Decarbonization is Not as Difficult as it Sounds

Decarbonization may seem intimidating, but the concept behind it is clear.   May 24, 2023

By Dave Lubach, Executive Editor

While attending the Getting to Zero Forum on net-zero buildings recently, one of the speakers posed an interesting question to the crowd of about 500 in attendance. 

“What if we replaced the word ‘decarbonization’ with ‘upgrades?’” the speaker asked. 

The question raised more than a few eyebrows in a room well-versed in the meaning of decarbonization, but the speaker posed a good point. When we’re talking about decarbonization, are people intimidated by the word and its meaning? 

"Real words to real people,” was the way the speaker tried to explain her case, and it makes a lot of sense. As municipalities and institutional and commercial facilities work to become net-zero operations, to the untrained ear, decarbonization can seem like a made-up word, some industry concept that seems impossible to grasp and unlikely to be achieved. 

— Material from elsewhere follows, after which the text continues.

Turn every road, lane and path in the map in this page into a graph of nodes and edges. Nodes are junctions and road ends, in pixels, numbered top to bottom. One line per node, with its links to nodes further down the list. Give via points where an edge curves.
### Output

Many of the facility managers I know are not only real people, but also smart people. They understand the decarbonization concept and what it means to the future of buildings and the environment. 

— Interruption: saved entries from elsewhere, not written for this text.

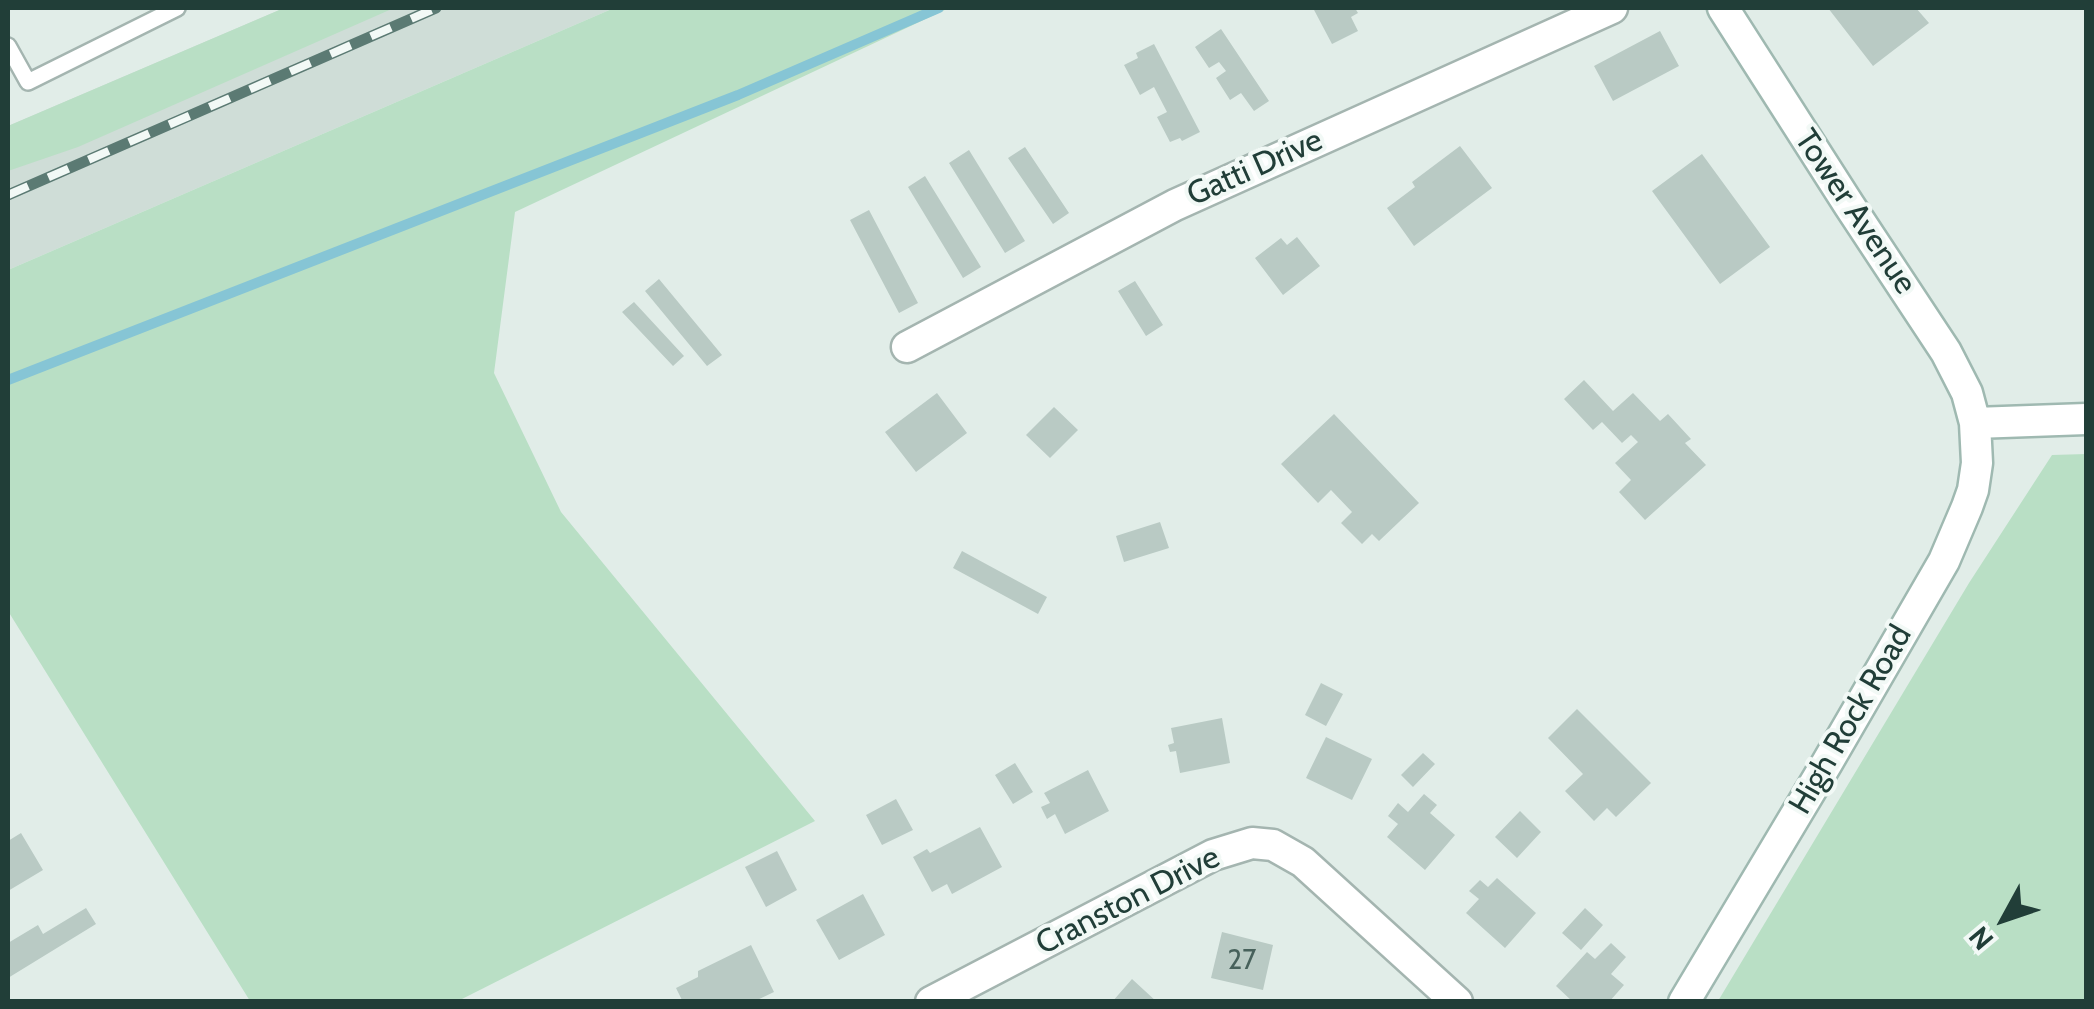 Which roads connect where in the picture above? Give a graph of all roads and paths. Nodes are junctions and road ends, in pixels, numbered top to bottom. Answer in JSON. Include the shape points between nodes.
{"nodes":[{"id":1,"x":177,"y":8,"type":"edge"},
{"id":2,"x":1612,"y":8,"type":"edge"},
{"id":3,"x":1723,"y":8,"type":"edge"},
{"id":4,"x":9,"y":51,"type":"edge"},
{"id":5,"x":907,"y":347,"type":"dead end"},
{"id":6,"x":2086,"y":419,"type":"edge"},
{"id":7,"x":1976,"y":423,"type":"junction"},
{"id":8,"x":931,"y":1002,"type":"edge"},
{"id":9,"x":1457,"y":1002,"type":"edge"},
{"id":10,"x":1684,"y":1002,"type":"edge"}],
"edges":[{"from":1,"to":4,"type":"lane","via":[[28,82]]},
{"from":2,"to":5,"type":"street","name":"Gatti Drive","via":[[1174,205]]},
{"from":3,"to":7,"type":"street","name":"Tower Avenue","via":[[1939,339]]},
{"from":6,"to":7,"type":"street"},
{"from":7,"to":10,"type":"street","name":"High Rock Road","via":[[1976,476],[1950,547]]},
{"from":8,"to":9,"type":"street","name":"Cranston Drive","via":[[1213,856],[1252,843],[1273,845],[1303,862]]}]}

But when you’re selling the benefits of spending millions of dollars on a new chiller system or endorsing the installation of a new roof in the name of energy efficiency, do the building owners or C-suite decision makers responsible for spending that money know exactly what the term means? 

Maybe it’s better to explain it in terms of an “upgrade,” touting the new technology that will not only save money in energy operations, but also make their buildings more climate friendly. 

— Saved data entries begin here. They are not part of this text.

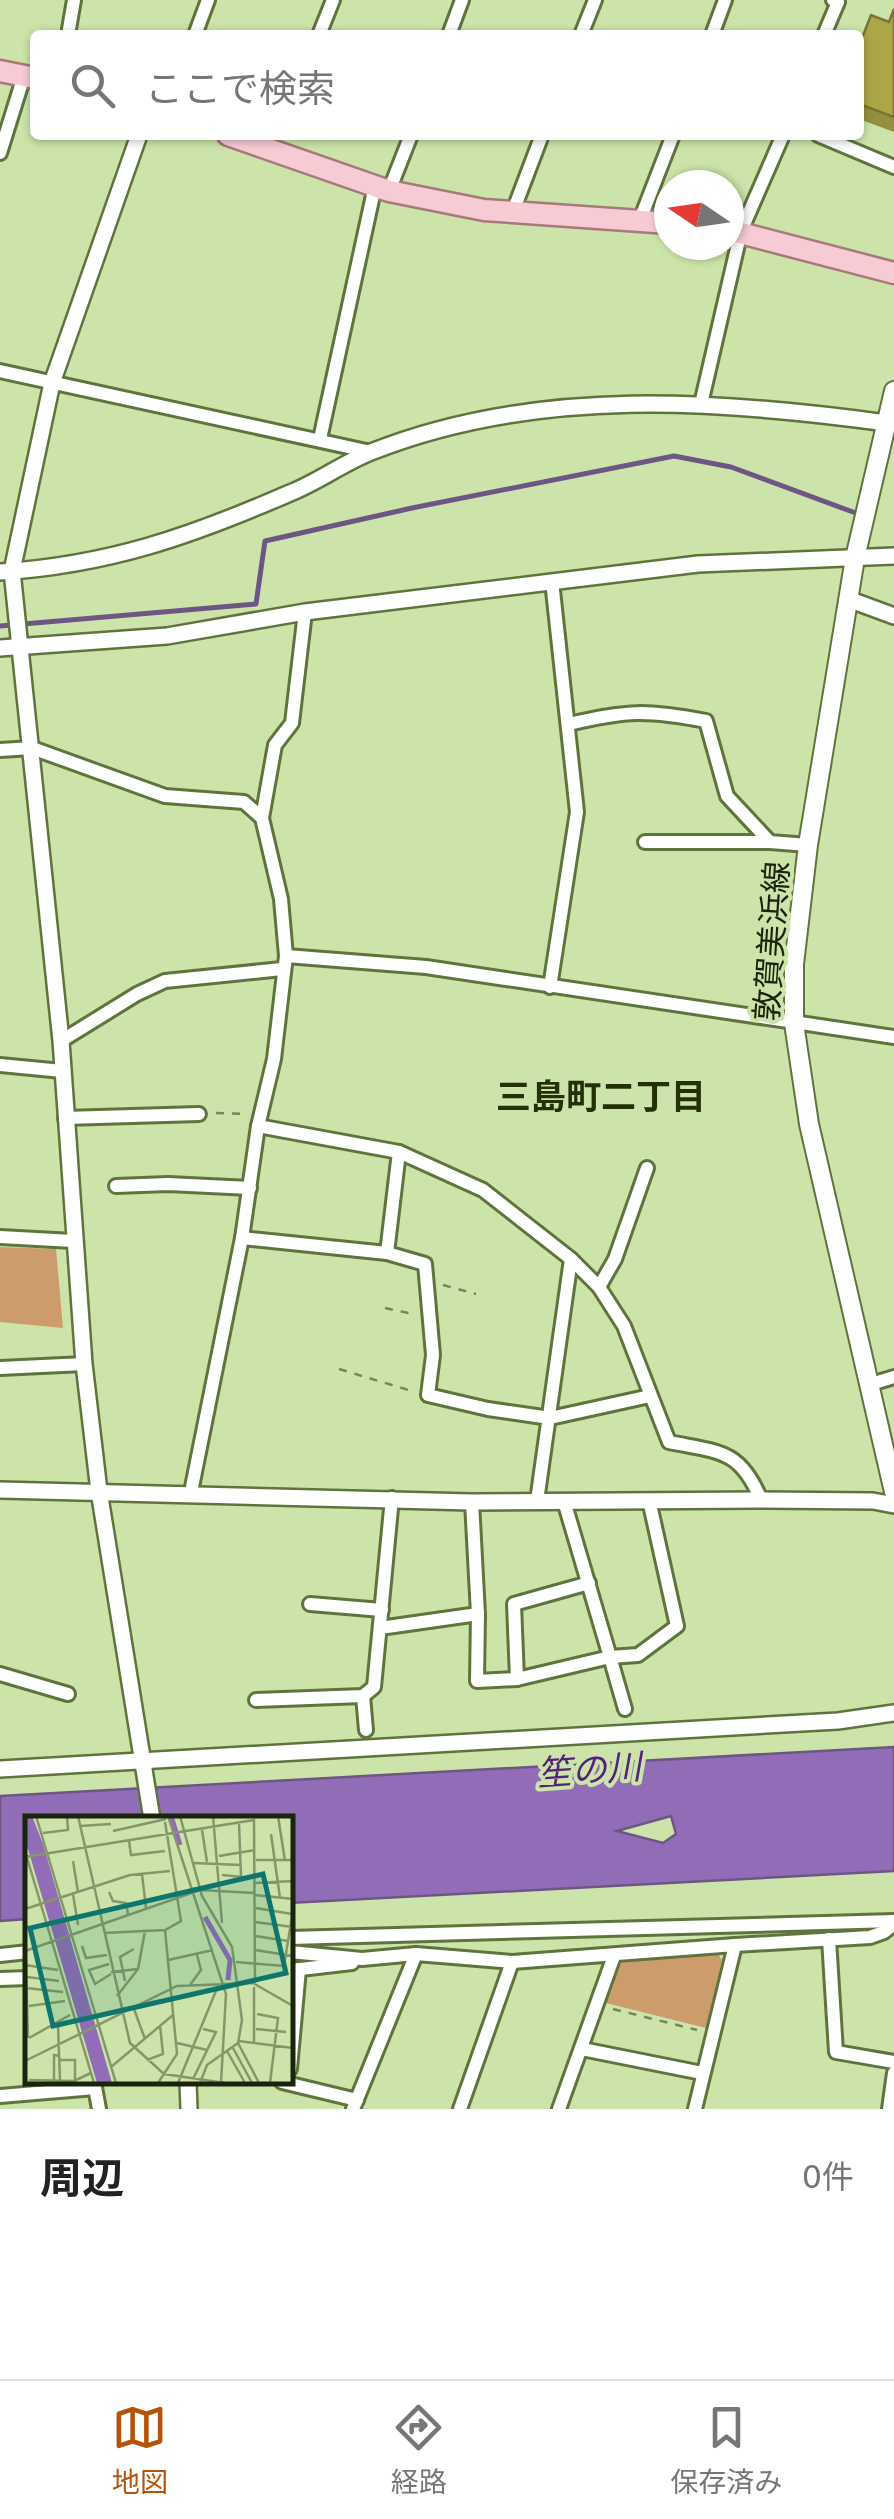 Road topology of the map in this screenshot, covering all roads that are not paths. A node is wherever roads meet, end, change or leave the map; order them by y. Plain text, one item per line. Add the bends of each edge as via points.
1 (74, 0) edge
2 (208, 0) edge
3 (333, 0) edge
4 (462, 0) edge
5 (595, 0) edge
6 (725, 0) edge
7 (833, 0) edge
8 (69, 30) edge
9 (197, 30) edge
10 (321, 30) edge
11 (451, 30) edge
12 (583, 30) edge
13 (714, 30) edge
14 (826, 30) edge
15 (0, 71) edge
16 (30, 77) edge
17 (137, 140) edge
18 (407, 140) edge
19 (540, 140) edge
20 (671, 140) edge
21 (780, 140) edge
22 (830, 140) edge
23 (277, 144) edge
24 (0, 153) edge
25 (894, 167) edge
26 (382, 189) junction
27 (744, 212) edge
28 (512, 214) junction
29 (640, 220) junction
30 (654, 221) edge
31 (744, 232) edge
32 (729, 260) edge
33 (894, 273) edge
34 (0, 371) edge
35 (52, 383) junction
36 (894, 391) edge
37 (701, 404) junction
38 (890, 423) edge
39 (320, 439) junction
40 (370, 452) junction
41 (894, 556) edge
42 (855, 558) junction
43 (6, 571) edge
44 (552, 581) junction
45 (848, 599) junction
46 (305, 612) junction
47 (894, 616) edge
48 (20, 641) junction
49 (0, 648) edge
50 (569, 724) junction
51 (32, 748) junction
52 (0, 750) edge
53 (262, 818) junction
54 (645, 842) dead end
55 (770, 842) junction
56 (808, 845) junction
57 (284, 963) junction
58 (550, 987) junction
59 (794, 1023) junction
60 (894, 1037) edge
61 (60, 1041) junction
62 (0, 1065) edge
63 (62, 1071) junction
64 (199, 1114) road end
65 (65, 1118) junction
66 (260, 1121) junction
67 (399, 1152) junction
68 (647, 1168) dead end
69 (116, 1186) dead end
70 (250, 1188) junction
71 (0, 1237) edge
72 (242, 1238) junction
73 (73, 1241) junction
74 (387, 1253) junction
75 (571, 1259) junction
76 (599, 1287) junction
77 (84, 1364) junction
78 (0, 1368) edge
79 (894, 1377) edge
80 (871, 1384) junction
81 (650, 1396) junction
82 (550, 1418) junction
83 (0, 1490) edge
84 (99, 1491) junction
85 (191, 1492) junction
86 (894, 1492) edge
87 (392, 1498) junction
88 (649, 1500) junction
89 (761, 1500) junction
90 (537, 1501) junction
91 (564, 1501) junction
92 (472, 1502) junction
93 (894, 1504) edge
94 (589, 1584) junction
95 (310, 1604) dead end
96 (382, 1610) junction
97 (478, 1614) junction
98 (380, 1628) junction
99 (610, 1657) junction
100 (0, 1674) edge
101 (517, 1679) junction
102 (68, 1694) dead end
103 (363, 1696) junction
104 (256, 1700) dead end
105 (624, 1709) dead end
106 (894, 1714) edge
107 (366, 1730) dead end
108 (143, 1767) junction
109 (0, 1769) edge
110 (151, 1816) edge
111 (894, 1922) edge
112 (292, 1938) edge
113 (829, 1939) junction
114 (735, 1946) junction
115 (25, 1952) edge
116 (292, 1952) edge
117 (0, 1954) edge
118 (416, 1954) junction
119 (614, 1956) junction
120 (362, 1959) junction
121 (512, 1962) junction
122 (294, 1969) edge
123 (25, 1978) edge
124 (0, 1979) edge
125 (292, 2000) edge
126 (582, 2050) junction
127 (894, 2062) edge
128 (702, 2073) junction
129 (894, 2073) edge
130 (292, 2081) edge
131 (188, 2084) edge
132 (94, 2085) edge
133 (0, 2096) edge
134 (355, 2104) edge
135 (100, 2109) edge
136 (190, 2109) edge
137 (460, 2109) edge
138 (559, 2109) edge
139 (695, 2109) edge
140 (889, 2109) edge

1 - 8 street
2 - 9 street
3 - 10 street
4 - 11 street
5 - 12 street
6 - 13 street
7 - 14 street via 838,2
15 - 16 main road
16 - 24 street
17 - 35 street
18 - 26 street
19 - 28 street
20 - 29 street
21 - 27 street
22 - 25 street
23 - 26 main road
26 - 28 main road
26 - 39 street
28 - 29 main road
29 - 30 main road
31 - 33 main road
32 - 37 street
34 - 35 street
35 - 39 street
35 - 43 street
36 - 38 main road, 敦賀美浜線
37 - 38 street
37 - 40 street via 498,415
38 - 42 main road, 敦賀美浜線
39 - 40 street
40 - 43 street via 294,492 123,556
41 - 42 street
42 - 44 street via 698,564
42 - 45 main road, 敦賀美浜線
43 - 48 street
44 - 46 street
44 - 50 street
45 - 47 street
45 - 56 main road, 敦賀美浜線
46 - 48 street via 167,636
46 - 53 street via 292,723 275,745
48 - 49 street
48 - 51 street
50 - 55 street via 622,712 706,721 727,796
50 - 58 street via 576,812
51 - 52 street
51 - 53 street via 166,796 244,802
51 - 61 street
53 - 57 street via 281,899
54 - 55 street
55 - 56 street
56 - 59 main road, 敦賀美浜線
57 - 58 street via 426,967
57 - 61 street via 165,981
57 - 66 street
58 - 59 street
59 - 60 street
59 - 80 main road, 敦賀美浜線 via 810,1124
61 - 63 street
62 - 63 street
63 - 65 street
64 - 65 street
65 - 73 street
66 - 67 street
66 - 70 street
67 - 74 street
67 - 75 street via 483,1190
68 - 76 street via 616,1259
69 - 70 street
70 - 72 street
71 - 73 street
72 - 74 street
72 - 85 street
73 - 77 street
74 - 82 street via 425,1264 433,1355 428,1396
75 - 76 street
75 - 82 street
76 - 81 street via 624,1326
77 - 78 street
77 - 84 street
79 - 80 street
80 - 86 main road, 敦賀美浜線
81 - 82 street
81 - 89 street via 669,1442 723,1452 749,1471
82 - 90 street
83 - 84 street
84 - 85 street
84 - 108 street
85 - 87 street
87 - 92 street
87 - 96 street
88 - 89 street
88 - 91 street
88 - 99 street via 678,1626 638,1656
89 - 93 street
90 - 91 street
90 - 92 street
91 - 94 street
92 - 97 street
94 - 99 street
94 - 101 street via 514,1604
95 - 96 street
96 - 98 street
97 - 98 street
97 - 101 street via 478,1681
98 - 103 street via 374,1686
99 - 101 street
99 - 105 street
100 - 102 street
103 - 104 street
103 - 107 street
106 - 108 street
108 - 109 street
108 - 110 street
111 - 112 street
111 - 113 street via 870,1937
113 - 114 street
113 - 127 street via 836,2052
114 - 119 street
114 - 128 street
115 - 117 street
116 - 120 street
118 - 120 street
118 - 121 street
118 - 134 street
119 - 121 street
119 - 126 street
120 - 122 street
121 - 137 street
122 - 125 street
123 - 124 street
126 - 128 street
126 - 138 street
128 - 139 street
129 - 140 street
130 - 134 street
131 - 136 street
132 - 133 street
132 - 135 street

The message at the Getting to Zero Forum was encouraging, and attendees left feeling positive about the future of buildings and ready to do their part to help fight climate change. But one presenter’s message showed how far we still must go to upgrade buildings, which account for 40 percent of the energy consumption in the U.S. 

During a presentation on existing buildings, a speaker said at the current rate, it will take 60 years to retrofit all existing buildings to achieve decarbonization goals. With many institutions and municipalities establishing goals of achieving net-zero status by 2050 or even 2030, the timelines don’t match up. 

Still, there is much good being done, and it should be celebrated, as we learn every month in our magazines and on our website about the energy-saving projects managers are taking on at their institutional and commercial facilities. 

As another presenter also said, “let’s not let perfect get in the way of good.” 

Dave Lubach is the executive editor of the facility market.